The full listing, reproduced exactly, is what the response must contain.

* * * * * * *

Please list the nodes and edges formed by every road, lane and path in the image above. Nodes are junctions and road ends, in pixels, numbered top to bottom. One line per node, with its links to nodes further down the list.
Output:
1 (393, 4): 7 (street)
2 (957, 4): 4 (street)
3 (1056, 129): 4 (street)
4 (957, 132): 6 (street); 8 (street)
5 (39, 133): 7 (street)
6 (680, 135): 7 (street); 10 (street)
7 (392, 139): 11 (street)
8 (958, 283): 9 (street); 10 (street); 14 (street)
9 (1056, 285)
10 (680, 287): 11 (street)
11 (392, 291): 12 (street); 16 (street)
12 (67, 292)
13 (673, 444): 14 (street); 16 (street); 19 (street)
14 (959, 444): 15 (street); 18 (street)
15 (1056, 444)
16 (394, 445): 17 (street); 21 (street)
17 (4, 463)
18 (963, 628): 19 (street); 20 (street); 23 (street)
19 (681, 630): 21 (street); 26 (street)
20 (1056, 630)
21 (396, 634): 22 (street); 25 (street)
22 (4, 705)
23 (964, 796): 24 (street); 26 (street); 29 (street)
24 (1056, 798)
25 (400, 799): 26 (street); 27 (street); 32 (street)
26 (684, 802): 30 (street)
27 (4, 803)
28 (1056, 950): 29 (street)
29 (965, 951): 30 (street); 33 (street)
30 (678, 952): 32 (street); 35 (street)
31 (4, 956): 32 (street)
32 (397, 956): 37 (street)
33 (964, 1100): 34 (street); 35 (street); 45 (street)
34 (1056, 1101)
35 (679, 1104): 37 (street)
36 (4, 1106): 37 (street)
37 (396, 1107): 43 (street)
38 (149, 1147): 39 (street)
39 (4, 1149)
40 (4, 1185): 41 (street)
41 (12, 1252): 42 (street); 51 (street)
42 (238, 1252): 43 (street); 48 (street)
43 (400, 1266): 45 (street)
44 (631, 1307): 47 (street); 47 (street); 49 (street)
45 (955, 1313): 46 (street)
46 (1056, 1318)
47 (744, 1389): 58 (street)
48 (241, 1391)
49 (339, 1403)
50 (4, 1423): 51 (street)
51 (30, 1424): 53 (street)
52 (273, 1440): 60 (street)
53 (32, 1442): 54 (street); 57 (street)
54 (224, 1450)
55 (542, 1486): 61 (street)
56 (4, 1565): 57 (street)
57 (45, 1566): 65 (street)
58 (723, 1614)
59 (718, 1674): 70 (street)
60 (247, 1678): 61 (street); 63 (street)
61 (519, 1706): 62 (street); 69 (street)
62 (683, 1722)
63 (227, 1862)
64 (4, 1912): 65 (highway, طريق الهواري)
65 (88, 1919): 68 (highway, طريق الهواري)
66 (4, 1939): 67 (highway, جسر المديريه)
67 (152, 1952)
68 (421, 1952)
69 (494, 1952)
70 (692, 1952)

* * * * * * *

◆ PROBLEM SOLUTION:
Please list the nodes and edges formed by every road, lane and path in the image above. Nodes are junctions and road ends, in pixels, numbered top to bottom. One line per node, with its links to nodes further down the list.
Output:
1 (393, 4): 7 (street)
2 (957, 4): 4 (street)
3 (1056, 129): 4 (street)
4 (957, 132): 6 (street); 8 (street)
5 (39, 133): 7 (street)
6 (680, 135): 7 (street); 10 (street)
7 (392, 139): 11 (street)
8 (958, 283): 9 (street); 10 (street); 14 (street)
9 (1056, 285)
10 (680, 287): 11 (street)
11 (392, 291): 12 (street); 16 (street)
12 (67, 292)
13 (673, 444): 14 (street); 16 (street); 19 (street)
14 (959, 444): 15 (street); 18 (street)
15 (1056, 444)
16 (394, 445): 17 (street); 21 (street)
17 (4, 463)
18 (963, 628): 19 (street); 20 (street); 23 (street)
19 (681, 630): 21 (street); 26 (street)
20 (1056, 630)
21 (396, 634): 22 (street); 25 (street)
22 (4, 705)
23 (964, 796): 24 (street); 26 (street); 29 (street)
24 (1056, 798)
25 (400, 799): 26 (street); 27 (street); 32 (street)
26 (684, 802): 30 (street)
27 (4, 803)
28 (1056, 950): 29 (street)
29 (965, 951): 30 (street); 33 (street)
30 (678, 952): 32 (street); 35 (street)
31 (4, 956): 32 (street)
32 (397, 956): 37 (street)
33 (964, 1100): 34 (street); 35 (street); 45 (street)
34 (1056, 1101)
35 (679, 1104): 37 (street)
36 (4, 1106): 37 (street)
37 (396, 1107): 43 (street)
38 (149, 1147): 39 (street)
39 (4, 1149)
40 (4, 1185): 41 (street)
41 (12, 1252): 42 (street); 51 (street)
42 (238, 1252): 43 (street); 48 (street)
43 (400, 1266): 45 (street)
44 (631, 1307): 47 (street); 47 (street); 49 (street)
45 (955, 1313): 46 (street)
46 (1056, 1318)
47 (744, 1389): 58 (street)
48 (241, 1391)
49 (339, 1403)
50 (4, 1423): 51 (street)
51 (30, 1424): 53 (street)
52 (273, 1440): 60 (street)
53 (32, 1442): 54 (street); 57 (street)
54 (224, 1450)
55 (542, 1486): 61 (street)
56 (4, 1565): 57 (street)
57 (45, 1566): 65 (street)
58 (723, 1614)
59 (718, 1674): 70 (street)
60 (247, 1678): 61 (street); 63 (street)
61 (519, 1706): 62 (street); 69 (street)
62 (683, 1722)
63 (227, 1862)
64 (4, 1912): 65 (highway, طريق الهواري)
65 (88, 1919): 68 (highway, طريق الهواري)
66 (4, 1939): 67 (highway, جسر المديريه)
67 (152, 1952)
68 (421, 1952)
69 (494, 1952)
70 (692, 1952)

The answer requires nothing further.